Gemeente van onze Heere Jezus Christus,
Boven de preek heb ik “in verwachting” gezet.
Niet omdat wij in verwachting zijn van het Kerstfeest.
Ook niet omdat wij in de verwachting leven van Zijn komst in heerlijkheid.
Nee.
Het is omdat we vandaag lezen en horen over een oude en jonge zuster, die in verwachting zijn.
Op eerste (1e) advent preekte ik over de verzen 5-25 uit het Lukas evangelie.
Vorige week stonden de verzen 26-38 op het rooster.
Vandaag, derde (3e) adventszondag beginnen we met vers 39.
Kort daarop reisde Maria in grote haast naar het bergland, naar een stad in Juda.
Kort daarop.
Kort waarop?
Nou, op het bezoek van de engel Gabriël aan Maria in Nazareth Galilea.
Vorige week is daarover verteld in de kindernevendienst.
Plotseling staat er een engel bij Maria en de engel zegt:
“Wees niet bang, Maria, God heeft je zijn gunst geschonken. 31Luister, je zult zwanger worden en een zoon baren, en je moet Hem Jezus noemen. 32Hij zal een groot man worden en Zoon van de Allerhoogste worden genoemd, en God, de Heer, zal Hem de troon van zijn vader David geven. 33Tot in eeuwigheid zal Hij koning zijn over het volk van Jakob, en aan zijn koningschap zal geen einde komen.”
Kort nadat die engel is verschenen en verdwenen, gaat Maria in grote haast naar het bergland.

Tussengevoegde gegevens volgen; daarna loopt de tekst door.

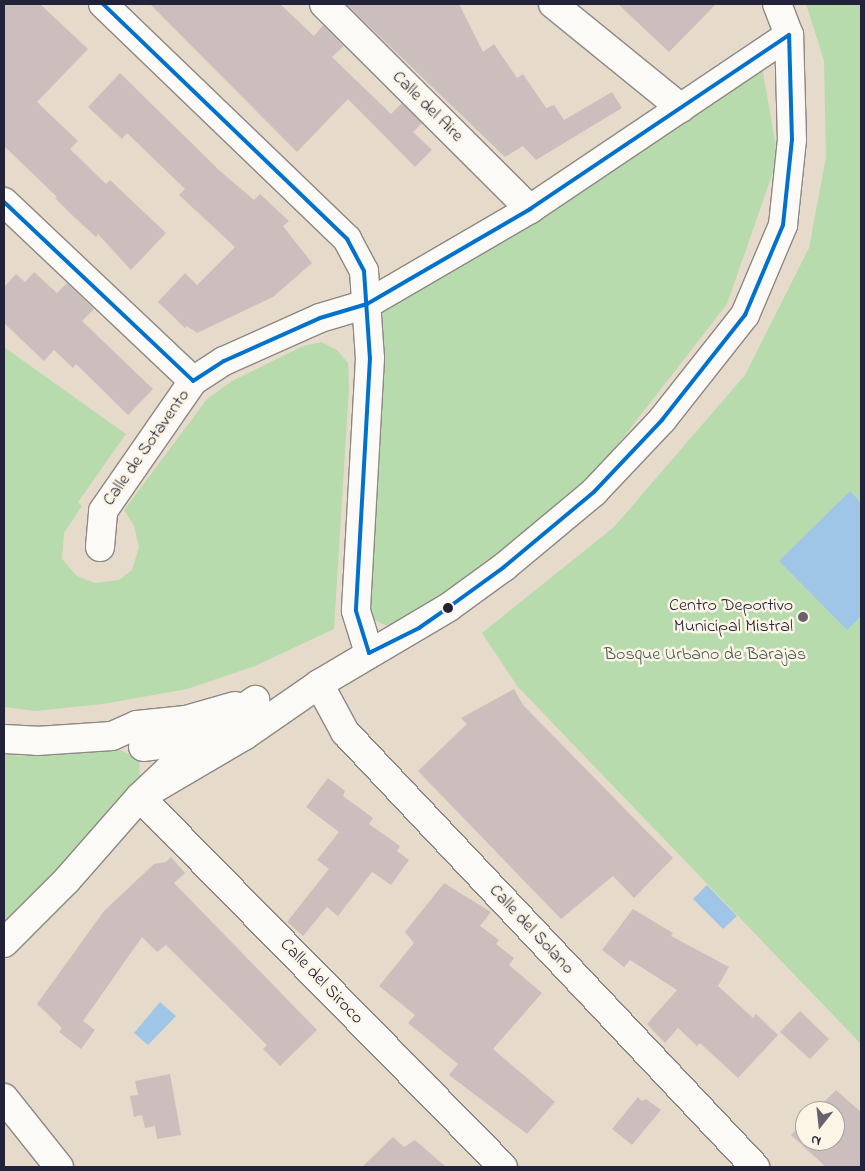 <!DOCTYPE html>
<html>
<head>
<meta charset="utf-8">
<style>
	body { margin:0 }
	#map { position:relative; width:865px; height:1171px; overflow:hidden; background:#e6dbcb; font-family:"Indie Flower",sans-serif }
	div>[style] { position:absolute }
	.green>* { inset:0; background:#b8dbad }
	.water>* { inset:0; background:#9fc6e7 }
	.building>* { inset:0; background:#ccbebc }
	.roads { filter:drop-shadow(1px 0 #8d8884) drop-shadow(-1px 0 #8d8884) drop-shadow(0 1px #8d8884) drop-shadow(0 -1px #8d8884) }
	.minor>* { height:28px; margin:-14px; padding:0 14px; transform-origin:14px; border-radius:14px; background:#fbfaf7 }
	.bus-1>* { height:4px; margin:-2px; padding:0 2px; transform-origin:2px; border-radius:2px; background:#0072ce }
	.dots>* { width:14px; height:14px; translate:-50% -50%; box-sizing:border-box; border:2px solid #fcf5e5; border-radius:50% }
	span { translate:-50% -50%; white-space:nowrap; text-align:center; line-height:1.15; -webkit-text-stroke:5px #fcf5e5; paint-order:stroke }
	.street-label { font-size:18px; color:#22223b }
	.poi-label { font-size:18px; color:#22223b }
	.right { translate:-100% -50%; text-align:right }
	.park-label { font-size:18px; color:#445a56 }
	.frame { position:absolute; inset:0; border:5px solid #22223b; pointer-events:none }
	.north { position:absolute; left:795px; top:1101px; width:50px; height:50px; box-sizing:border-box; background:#fcf5e5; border:1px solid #a5a1a1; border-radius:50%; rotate:196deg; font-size:14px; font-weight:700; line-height:20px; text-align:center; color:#22223b }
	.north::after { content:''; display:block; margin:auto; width:18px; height:22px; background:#67636d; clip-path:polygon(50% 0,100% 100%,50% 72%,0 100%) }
</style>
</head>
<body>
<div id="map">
	<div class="green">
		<div style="clip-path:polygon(806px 4px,861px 4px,861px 1044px,517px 686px,482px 633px,614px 527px,745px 375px,809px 248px,826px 157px,824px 61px)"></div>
		<div style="clip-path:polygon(760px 55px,778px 158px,727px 304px,584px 488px,456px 591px,392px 628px,368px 617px,367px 304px)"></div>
		<div style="clip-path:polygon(321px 342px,337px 350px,348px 363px,349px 388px,334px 629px,255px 666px,187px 689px,103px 704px,35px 711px,4px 707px,4px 347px,126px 434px,78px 502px,82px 506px,64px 533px,62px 559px,77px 576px,95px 583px,119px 580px,132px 570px,139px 547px,134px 526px,124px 510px,207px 399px,232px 381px,303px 346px)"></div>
		<div style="clip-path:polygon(120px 750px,139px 759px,140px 779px,4px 929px,4px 755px,39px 756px)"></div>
	</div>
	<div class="water">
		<div style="clip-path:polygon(850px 491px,861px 503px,861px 616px,847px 630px,779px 561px)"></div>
		<div style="clip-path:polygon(707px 885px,737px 916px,723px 929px,693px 899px)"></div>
		<div style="clip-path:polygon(160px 1002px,176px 1016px,148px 1045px,134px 1033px)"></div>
	</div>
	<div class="building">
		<div style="clip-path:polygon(4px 4px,40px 4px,88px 49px,37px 102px,78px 141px,70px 149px,106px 184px,110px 180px,166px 233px,131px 270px,98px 234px,96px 237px,74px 217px,55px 198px,57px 197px,4px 146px)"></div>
		<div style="clip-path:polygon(150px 4px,280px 4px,314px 36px,323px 25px,344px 46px,332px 57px,391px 114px,402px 103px,422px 123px,413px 132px,432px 150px,415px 167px,348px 99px,297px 152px)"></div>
		<div style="clip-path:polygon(346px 4px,459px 4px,483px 52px,494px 44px,517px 78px,523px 74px,546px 108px,554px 105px,564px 120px,612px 92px,622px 108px,536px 160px,523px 146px,505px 157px)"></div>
		<div style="clip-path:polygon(618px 4px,716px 4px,669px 52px)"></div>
		<div style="clip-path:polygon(120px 73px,220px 171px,254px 200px,260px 194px,289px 221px,283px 226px,312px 263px,273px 297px,197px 333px,187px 326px,185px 328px,158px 302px,185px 273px,197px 285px,235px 247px,179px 195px,185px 189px,127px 133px,122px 139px,88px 107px)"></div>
		<div style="clip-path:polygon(34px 272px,57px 293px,67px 283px,94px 309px,82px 321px,153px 389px,128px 415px,76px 364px,73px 368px,54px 350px,44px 361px,4px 323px,4px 287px,16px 274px,25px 282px)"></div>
		<div style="clip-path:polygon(514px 689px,523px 705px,673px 858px,634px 898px,613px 876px,561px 919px,418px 771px,467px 724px,461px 718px)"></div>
		<div style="clip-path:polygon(328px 778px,345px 791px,343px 796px,373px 818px,369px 824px,400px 846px,397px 851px,409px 860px,391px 885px,372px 872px,338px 916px,327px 907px,303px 936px,287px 922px,329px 869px,317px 860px,339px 832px,306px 807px)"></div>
		<div style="clip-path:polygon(171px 857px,185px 873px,174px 883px,317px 1030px,280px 1066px,263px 1049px,267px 1045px,166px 945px,157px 952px,142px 937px,83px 1021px,95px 1030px,81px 1049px,59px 1032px,62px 1028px,37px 1004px,104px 911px,154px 864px,166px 862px)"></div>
		<div style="clip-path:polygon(444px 883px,491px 912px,480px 926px,499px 940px,496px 944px,514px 958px,509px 965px,542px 993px,493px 1049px,555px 1102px,527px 1134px,449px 1075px,458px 1064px,408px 1023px,415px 1015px,379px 986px,414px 943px,405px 932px)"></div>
		<div style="clip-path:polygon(633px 909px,673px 933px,671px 936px,729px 967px,718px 986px,753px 1018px,756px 1014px,778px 1035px,738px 1078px,700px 1043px,697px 1046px,678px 1028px,665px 1043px,647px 1024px,677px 990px,630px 960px,624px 967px,602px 950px)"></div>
		<div style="clip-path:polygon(800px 1011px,829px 1039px,810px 1059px,780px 1032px)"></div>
		<div style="clip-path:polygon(170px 1074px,181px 1135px,157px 1139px,155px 1126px,145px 1128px,142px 1115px,134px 1117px,130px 1096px,138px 1095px,135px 1081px)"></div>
		<div style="clip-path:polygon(836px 1090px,861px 1112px,861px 1167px,826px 1167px,791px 1135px,805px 1121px,805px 1141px,835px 1141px,835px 1111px,815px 1111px)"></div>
		<div style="clip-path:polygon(638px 1097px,642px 1101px,646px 1099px,661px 1110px,632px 1145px,612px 1129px)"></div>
		<div style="clip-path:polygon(393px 1137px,404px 1147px,415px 1140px,446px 1167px,362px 1167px)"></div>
	</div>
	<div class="roads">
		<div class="minor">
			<div style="left:103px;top:4px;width:339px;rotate:43.9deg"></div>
			<div style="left:347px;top:239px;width:36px;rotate:62deg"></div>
			<div style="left:364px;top:271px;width:87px;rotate:86.1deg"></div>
			<div style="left:370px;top:358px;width:253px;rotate:93.2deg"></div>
			<div style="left:356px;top:611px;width:44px;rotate:72.8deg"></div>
			<div style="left:324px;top:4px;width:291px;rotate:44.9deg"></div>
			<div style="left:553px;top:4px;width:165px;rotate:39.1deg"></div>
			<div style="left:4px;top:202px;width:260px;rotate:43.4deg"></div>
			<div style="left:100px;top:547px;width:36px;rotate:-85deg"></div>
			<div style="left:103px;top:511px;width:158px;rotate:-55.3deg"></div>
			<div style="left:193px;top:381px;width:37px;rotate:-33deg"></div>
			<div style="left:224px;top:361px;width:105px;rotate:-24.1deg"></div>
			<div style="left:320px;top:318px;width:49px;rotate:-16.6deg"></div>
			<div style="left:367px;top:304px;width:189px;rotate:-30.2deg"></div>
			<div style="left:530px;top:209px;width:312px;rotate:-33.9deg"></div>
			<div style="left:319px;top:684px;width:55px;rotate:61.6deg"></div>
			<div style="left:345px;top:732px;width:598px;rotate:46.69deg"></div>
			<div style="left:4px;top:739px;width:33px;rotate:3deg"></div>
			<div style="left:37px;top:741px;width:75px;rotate:-3.8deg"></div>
			<div style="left:112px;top:736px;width:27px;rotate:-24deg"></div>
			<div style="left:137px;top:725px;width:49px;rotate:-5.8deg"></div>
			<div style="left:186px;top:720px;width:51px;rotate:-15.9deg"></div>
			<div style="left:143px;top:747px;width:64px;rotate:-7.2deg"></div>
			<div style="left:140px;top:797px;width:121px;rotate:-30.4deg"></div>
			<div style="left:244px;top:736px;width:91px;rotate:-34.7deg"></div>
			<div style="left:319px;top:684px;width:151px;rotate:-30.6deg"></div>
			<div style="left:449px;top:607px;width:68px;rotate:-36deg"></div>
			<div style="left:504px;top:567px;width:117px;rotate:-39.8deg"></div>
			<div style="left:594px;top:492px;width:99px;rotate:-46.6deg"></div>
			<div style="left:662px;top:420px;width:134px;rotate:-51.7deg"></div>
			<div style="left:745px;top:315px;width:98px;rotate:-67.1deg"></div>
			<div style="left:783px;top:225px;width:85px;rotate:-84deg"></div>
			<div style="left:792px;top:140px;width:105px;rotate:-91.6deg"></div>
			<div style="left:789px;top:35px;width:33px;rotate:-111deg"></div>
			<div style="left:140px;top:797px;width:518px;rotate:45.55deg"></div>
			<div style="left:4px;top:943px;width:89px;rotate:-45deg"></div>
			<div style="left:67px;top:880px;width:111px;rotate:-48.7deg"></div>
			<div style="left:140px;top:797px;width:84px;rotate:-43.6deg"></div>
			<div style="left:201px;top:739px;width:67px;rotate:-35.8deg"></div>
			<div style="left:4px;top:1098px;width:88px;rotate:51.4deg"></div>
		</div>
	</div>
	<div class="bus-1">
		<div style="left:103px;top:4px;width:339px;rotate:43.9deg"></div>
		<div style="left:347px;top:239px;width:36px;rotate:62deg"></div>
		<div style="left:364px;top:271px;width:87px;rotate:86.1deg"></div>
		<div style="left:370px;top:358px;width:253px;rotate:93.2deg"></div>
		<div style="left:356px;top:611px;width:44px;rotate:72.8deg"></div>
		<div style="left:369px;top:653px;width:56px;rotate:-26.6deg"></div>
		<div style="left:419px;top:628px;width:37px;rotate:-35deg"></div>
		<div style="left:449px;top:607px;width:68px;rotate:-36deg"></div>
		<div style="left:504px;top:567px;width:117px;rotate:-39.8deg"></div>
		<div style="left:594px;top:492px;width:99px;rotate:-46.6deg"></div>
		<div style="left:662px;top:420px;width:134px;rotate:-51.7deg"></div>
		<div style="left:745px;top:315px;width:98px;rotate:-67.1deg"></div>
		<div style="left:783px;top:225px;width:85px;rotate:-84deg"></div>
		<div style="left:792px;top:140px;width:105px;rotate:-91.6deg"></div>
		<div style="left:4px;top:202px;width:260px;rotate:43.4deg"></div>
		<div style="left:193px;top:381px;width:37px;rotate:-33deg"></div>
		<div style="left:224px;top:361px;width:105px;rotate:-24.1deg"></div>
		<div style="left:320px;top:318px;width:49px;rotate:-16.6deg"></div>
		<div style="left:367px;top:304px;width:189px;rotate:-30.2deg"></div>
		<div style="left:530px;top:209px;width:312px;rotate:-33.9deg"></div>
	</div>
	<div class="dots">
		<div style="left:448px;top:608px;background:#22223b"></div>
		<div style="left:803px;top:617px;background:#67636d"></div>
	</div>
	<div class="street-label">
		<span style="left:427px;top:107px;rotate:45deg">Calle del Aire</span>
		<span style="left:147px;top:448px;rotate:-55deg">Calle de Sotavento</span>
		<span style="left:531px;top:930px;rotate:47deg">Calle del Solano</span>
		<span style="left:321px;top:982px;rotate:46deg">Calle del Siroco</span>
	</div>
	<div class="poi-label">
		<span class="right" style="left:793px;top:617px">Centro Deportivo<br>Municipal Mistral</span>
	</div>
	<div class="park-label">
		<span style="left:705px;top:655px">Bosque Urbano de Barajas</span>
	</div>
	<div class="frame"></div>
	<div class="north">N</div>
</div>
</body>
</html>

Omdat de Griekse, Romeinse lezers waarschijnlijk geen idee hebben wat Lukas met het bergland bedoelt, schrijft hij er achteraan “naar een stad in Juda”.
“Juda”, bij Theofilus[i], bij heidense lezers roept dat misschien ook weinig op.
Maar… bij jou en bij mij is dat anders.
Bij Juda denken wij toch aan het twee-stammenrijk: Juda-Benjamin.
We denken aan Jeruzalem.
We denken een Juda zelf.
Juda, de vierde zoon van Jakob.
De vierde zoon van Lea die na Ruben, Simeon en Levi wordt geboren.
Bij zijn sterven zegt Jakob tegen Juda[ii] onder andere:
10In Juda’s handen zal de scepter blijven, tussen zijn voeten de heersersstaf, totdat hij komt die er recht op heeft; hem zullen de volken gehoorzaam zijn.
In vers 9 zegt Jakob “Sterk als een jonge leeuw ben jij”.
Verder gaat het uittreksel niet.